Pandora Scooter

Why You're Not Poly*

Yesterday, I posted a link to an article "Is Polyamory a Choice?" I received a fair amount of attention from folks.  One woman posted a trope I've heard many, many times:

"Poly is one of those ideas that sounds much better in theory than is possible in practice...."

I've heard this from my friends, my doctor, my therapist (yes, my therapist), the butcher, the baker, the candlestick maker...  So many folks seem to feel that poly* is like the unicorn of relationships.  Great in the abstract, but once you put the pedal to the metal, the car just won't go.

Where do these naysayers get the data on which to base this conclusion?  Is it researched?  Or is it just a part of "common knowledge?"  I have to believe that at least some of them have, in fact, attempted poly* relationships - or maybe they called them "open."  And, obviously, they didn't work out well, so they concluded that poly* = no go.

Here are my top three reasons why poly might not work for you (but may work for others):

  • You're Not Poly.  If you're not polyamorous by orientation, by birth, by environmental shaping/raising, by inclination to share yourself and your partner with more than one person, etc, you may not be able to sustain a poly* relationship.  You may find that you are really stretching yourself too thin to fit yourself into the poly* box and it's just not the right fit.  You may dream of a relationship where you don't have to "worry" about who your mate is pairing up with in your absence.  You may find a large amount of solace and comfort in knowing that your mate is exclusive with you - and this may bring you joy.  In other words, you may be monogamous.  (Ergo: Monogamous people can't necessarily choose to "go poly" any more than straight people can choose to go "gay.")

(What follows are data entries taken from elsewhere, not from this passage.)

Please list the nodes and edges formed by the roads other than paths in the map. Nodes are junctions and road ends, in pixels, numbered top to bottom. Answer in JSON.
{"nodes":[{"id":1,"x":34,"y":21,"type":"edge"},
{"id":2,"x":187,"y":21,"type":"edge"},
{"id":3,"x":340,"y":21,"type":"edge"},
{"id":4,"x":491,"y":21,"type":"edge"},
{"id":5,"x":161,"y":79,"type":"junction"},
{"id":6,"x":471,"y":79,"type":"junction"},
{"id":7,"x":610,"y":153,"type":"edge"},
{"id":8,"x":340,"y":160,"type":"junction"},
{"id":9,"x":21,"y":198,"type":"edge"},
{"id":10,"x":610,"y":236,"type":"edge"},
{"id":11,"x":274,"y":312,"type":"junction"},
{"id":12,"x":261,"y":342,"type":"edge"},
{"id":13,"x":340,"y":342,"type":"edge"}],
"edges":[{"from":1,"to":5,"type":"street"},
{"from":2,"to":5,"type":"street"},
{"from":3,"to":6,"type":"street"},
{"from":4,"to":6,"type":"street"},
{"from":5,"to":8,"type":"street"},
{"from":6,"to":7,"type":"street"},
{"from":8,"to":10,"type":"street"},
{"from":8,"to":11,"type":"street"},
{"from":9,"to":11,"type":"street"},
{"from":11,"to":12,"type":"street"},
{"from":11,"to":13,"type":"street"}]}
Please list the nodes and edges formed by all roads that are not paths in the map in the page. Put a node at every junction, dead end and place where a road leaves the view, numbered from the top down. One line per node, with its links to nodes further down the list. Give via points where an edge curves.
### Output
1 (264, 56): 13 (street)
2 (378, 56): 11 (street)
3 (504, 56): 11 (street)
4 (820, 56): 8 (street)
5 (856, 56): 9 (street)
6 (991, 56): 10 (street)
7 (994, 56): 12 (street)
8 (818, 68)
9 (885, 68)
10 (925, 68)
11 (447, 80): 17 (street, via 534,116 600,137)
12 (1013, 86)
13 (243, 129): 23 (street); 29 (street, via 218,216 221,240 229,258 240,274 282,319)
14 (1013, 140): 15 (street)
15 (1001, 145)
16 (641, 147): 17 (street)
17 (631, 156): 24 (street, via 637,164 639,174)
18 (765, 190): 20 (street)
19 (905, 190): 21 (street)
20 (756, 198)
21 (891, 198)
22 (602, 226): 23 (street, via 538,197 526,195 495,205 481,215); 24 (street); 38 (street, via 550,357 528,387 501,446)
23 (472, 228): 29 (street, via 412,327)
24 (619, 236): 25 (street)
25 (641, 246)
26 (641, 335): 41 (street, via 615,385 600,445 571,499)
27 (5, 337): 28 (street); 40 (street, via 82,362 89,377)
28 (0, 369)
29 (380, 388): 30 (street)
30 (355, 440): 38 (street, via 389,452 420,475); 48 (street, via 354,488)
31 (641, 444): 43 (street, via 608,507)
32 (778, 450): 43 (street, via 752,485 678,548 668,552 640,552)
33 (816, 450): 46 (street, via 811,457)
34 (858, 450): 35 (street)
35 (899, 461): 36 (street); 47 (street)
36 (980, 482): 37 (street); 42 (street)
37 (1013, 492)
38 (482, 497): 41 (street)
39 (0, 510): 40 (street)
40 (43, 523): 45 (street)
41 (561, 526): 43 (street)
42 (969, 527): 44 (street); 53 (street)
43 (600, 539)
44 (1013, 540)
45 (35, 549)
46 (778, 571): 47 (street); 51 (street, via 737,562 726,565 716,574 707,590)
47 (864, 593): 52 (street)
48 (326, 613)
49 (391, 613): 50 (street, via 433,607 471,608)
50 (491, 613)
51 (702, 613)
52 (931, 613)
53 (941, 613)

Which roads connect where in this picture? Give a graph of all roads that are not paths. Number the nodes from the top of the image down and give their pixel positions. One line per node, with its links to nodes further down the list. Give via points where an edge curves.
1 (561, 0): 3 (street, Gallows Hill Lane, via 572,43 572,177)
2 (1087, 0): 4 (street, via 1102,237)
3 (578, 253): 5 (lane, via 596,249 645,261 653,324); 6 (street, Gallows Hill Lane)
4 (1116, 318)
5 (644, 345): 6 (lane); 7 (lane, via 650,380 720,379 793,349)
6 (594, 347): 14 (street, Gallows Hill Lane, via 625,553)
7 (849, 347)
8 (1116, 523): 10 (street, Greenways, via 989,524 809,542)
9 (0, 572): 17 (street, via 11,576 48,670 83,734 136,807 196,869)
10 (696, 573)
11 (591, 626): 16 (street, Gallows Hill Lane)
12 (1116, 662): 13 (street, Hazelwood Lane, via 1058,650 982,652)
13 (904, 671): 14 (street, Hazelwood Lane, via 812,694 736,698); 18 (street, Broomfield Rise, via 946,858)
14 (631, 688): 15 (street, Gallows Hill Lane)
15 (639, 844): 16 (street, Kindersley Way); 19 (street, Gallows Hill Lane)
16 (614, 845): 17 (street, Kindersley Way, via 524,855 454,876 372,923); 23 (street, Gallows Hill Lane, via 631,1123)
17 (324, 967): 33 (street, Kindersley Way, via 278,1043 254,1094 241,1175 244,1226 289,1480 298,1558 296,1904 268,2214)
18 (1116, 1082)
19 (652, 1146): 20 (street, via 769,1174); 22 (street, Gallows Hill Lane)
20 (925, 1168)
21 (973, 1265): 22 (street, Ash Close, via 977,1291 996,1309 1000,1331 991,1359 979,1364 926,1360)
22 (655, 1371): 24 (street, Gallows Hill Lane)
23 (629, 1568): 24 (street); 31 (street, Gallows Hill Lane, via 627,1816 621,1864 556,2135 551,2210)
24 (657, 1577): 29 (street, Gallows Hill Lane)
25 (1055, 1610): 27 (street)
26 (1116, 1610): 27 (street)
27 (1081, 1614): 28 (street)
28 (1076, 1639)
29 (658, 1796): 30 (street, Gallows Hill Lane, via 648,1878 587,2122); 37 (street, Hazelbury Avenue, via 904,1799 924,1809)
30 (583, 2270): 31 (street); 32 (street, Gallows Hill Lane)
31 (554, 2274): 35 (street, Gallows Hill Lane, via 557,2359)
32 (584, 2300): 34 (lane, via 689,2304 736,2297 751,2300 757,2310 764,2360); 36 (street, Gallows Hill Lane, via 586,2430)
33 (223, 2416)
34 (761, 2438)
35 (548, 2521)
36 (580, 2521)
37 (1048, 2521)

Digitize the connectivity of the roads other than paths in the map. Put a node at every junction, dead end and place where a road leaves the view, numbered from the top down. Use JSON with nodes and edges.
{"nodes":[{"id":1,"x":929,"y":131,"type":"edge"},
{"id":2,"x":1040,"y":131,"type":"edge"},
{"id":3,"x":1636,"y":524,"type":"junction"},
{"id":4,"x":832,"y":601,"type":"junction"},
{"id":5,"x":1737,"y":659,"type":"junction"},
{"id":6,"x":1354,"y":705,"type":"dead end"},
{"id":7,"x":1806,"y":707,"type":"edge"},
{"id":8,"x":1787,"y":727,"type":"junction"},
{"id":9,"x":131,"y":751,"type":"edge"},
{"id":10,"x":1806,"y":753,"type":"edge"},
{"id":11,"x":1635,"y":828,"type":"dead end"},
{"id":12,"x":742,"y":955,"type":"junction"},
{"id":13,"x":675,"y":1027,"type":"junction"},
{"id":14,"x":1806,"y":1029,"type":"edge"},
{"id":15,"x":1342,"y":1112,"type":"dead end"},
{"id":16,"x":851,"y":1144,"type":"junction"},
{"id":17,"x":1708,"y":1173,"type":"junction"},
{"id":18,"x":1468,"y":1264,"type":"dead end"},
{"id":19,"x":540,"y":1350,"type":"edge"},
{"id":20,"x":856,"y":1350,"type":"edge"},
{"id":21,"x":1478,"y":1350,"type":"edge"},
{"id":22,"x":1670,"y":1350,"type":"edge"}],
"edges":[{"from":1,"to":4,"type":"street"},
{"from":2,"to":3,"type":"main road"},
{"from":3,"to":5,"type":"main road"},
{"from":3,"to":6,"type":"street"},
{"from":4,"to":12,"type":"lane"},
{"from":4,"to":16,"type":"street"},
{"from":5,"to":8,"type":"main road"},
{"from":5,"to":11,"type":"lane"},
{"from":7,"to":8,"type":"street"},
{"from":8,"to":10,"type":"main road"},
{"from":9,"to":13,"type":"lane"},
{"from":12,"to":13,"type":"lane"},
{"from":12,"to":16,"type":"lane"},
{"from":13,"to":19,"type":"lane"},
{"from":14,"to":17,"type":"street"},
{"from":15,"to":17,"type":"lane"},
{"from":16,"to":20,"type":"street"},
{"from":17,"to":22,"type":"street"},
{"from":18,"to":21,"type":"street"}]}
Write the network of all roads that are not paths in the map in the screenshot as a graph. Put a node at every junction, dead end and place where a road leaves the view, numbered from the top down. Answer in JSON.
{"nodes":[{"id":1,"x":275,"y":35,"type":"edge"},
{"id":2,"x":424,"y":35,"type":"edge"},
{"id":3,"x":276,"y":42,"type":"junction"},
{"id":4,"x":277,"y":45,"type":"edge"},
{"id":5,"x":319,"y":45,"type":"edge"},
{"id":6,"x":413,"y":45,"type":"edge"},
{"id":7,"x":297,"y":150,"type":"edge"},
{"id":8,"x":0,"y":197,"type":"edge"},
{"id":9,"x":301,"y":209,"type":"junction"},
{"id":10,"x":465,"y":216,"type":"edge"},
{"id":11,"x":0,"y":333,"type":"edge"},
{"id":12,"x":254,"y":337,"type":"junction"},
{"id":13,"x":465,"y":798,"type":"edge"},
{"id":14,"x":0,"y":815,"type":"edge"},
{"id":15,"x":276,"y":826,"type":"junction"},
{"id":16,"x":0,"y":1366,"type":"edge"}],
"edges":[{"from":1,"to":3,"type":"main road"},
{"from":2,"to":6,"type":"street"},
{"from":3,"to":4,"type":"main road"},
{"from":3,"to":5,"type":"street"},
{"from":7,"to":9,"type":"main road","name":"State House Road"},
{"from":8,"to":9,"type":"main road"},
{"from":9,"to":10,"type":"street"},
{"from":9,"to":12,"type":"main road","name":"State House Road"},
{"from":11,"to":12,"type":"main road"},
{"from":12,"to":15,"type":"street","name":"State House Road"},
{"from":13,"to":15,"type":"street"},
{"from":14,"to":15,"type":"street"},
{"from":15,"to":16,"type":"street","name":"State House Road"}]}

  • You're Not Disclosing.  Poly* is not "cheating without the ramifications."  Poly* is disclosing all your desires, your wishes, your feelings, your intentions to at least one, if not more people, at the same time.  It is being open with  yourself and with those in your life.  It is inviting intimacy of a kind that is profound and vulnerable.  It is investing time in yourself to discover your true motives and making sure that you are being responsible to the people you are involved with.  

    Do monogamous people do this work, too?  Sometimes.  Do some poly* people neglect this work? Sometimes.  But in order to have a successful poly* relationship, near full disclosure to all the parties involved is the best practice, I've found.  If this kind of disclosure feels alien to you, poly* may not be for you.

  • You Don't Trust Deeply Enough.  I know. I've heard it said over and over that monogamous relationships require trust and that poly* relationships are about avoiding trust.  Plain and simple: It's not true.  Both types of relationships require a degree of trust and commitment that is profound and difficult to maintain, if you don't keep with it.  

    Think of it this way:  when your monogamous mate goes out into the world, you have to trust that she is not going to start up a relationship with someone else.  When your poly* mate goes out into the world, you have to trust that even if he starts up a relationship with someone else, he's going to keep your best interests at heart.  Both take trust.  Deep trust.  

    I would go so far as to say that poly* relationships require more trust than monogamous relationships because in the poly* dynamic, either mate may have their views expanded and broadened by someone who they think highly of.  This could pose a threat to the original relationship.  But it needn't.  It could be a chance to grow, challenge, expand the relationship.

For those who think poly* is a choice, it certainly isn't a choice for everyone.  Just as monogamy is not for everyone.  I spent 15 months in a monogamous relationship and it was pretty foreign to me.  I was confused about the boundaries and the expectations.  I tried to talk them out with my partner, but she thought I was nuts for asking such "obvious" questions.  We had more working against us than monogamy, but just my experience being monogamous for that short relationship gave me a very clear sense that I am, most definitely, polyamorous.  Through and through.

Is poly* a choice?  Some say yes. I say not for me!

I was born this way.


Jayne: I absolutely don't agree that poly is "keeping yourself open to an upgrade from the person you say you are in a relationship with." Poly is being open to your feelings for all people while you're in relationships with any number of them. Poly is the permission to be open and free with your feelings - to not have to lock them down aimed only at one person. I want to feel whatever I feel for whomever I cross paths with - no matter whether I'm in a relationship(s) with a woman/en or not. I think that's what poly is.
When you have a few poly relationships and they all fail for the same reason you gain wisdom about it. It has been my experience that people in poly relationships should just date and not claim a relationship at all. This way you have freedom from confusing others. In my experience all poly is is keeping yourself open to an upgrade from the person you say you are in a relationship with. It has not worked out for me obviously but I guess the proof would be that you have a fulfilling sex life where nobody gets emotionally hurt.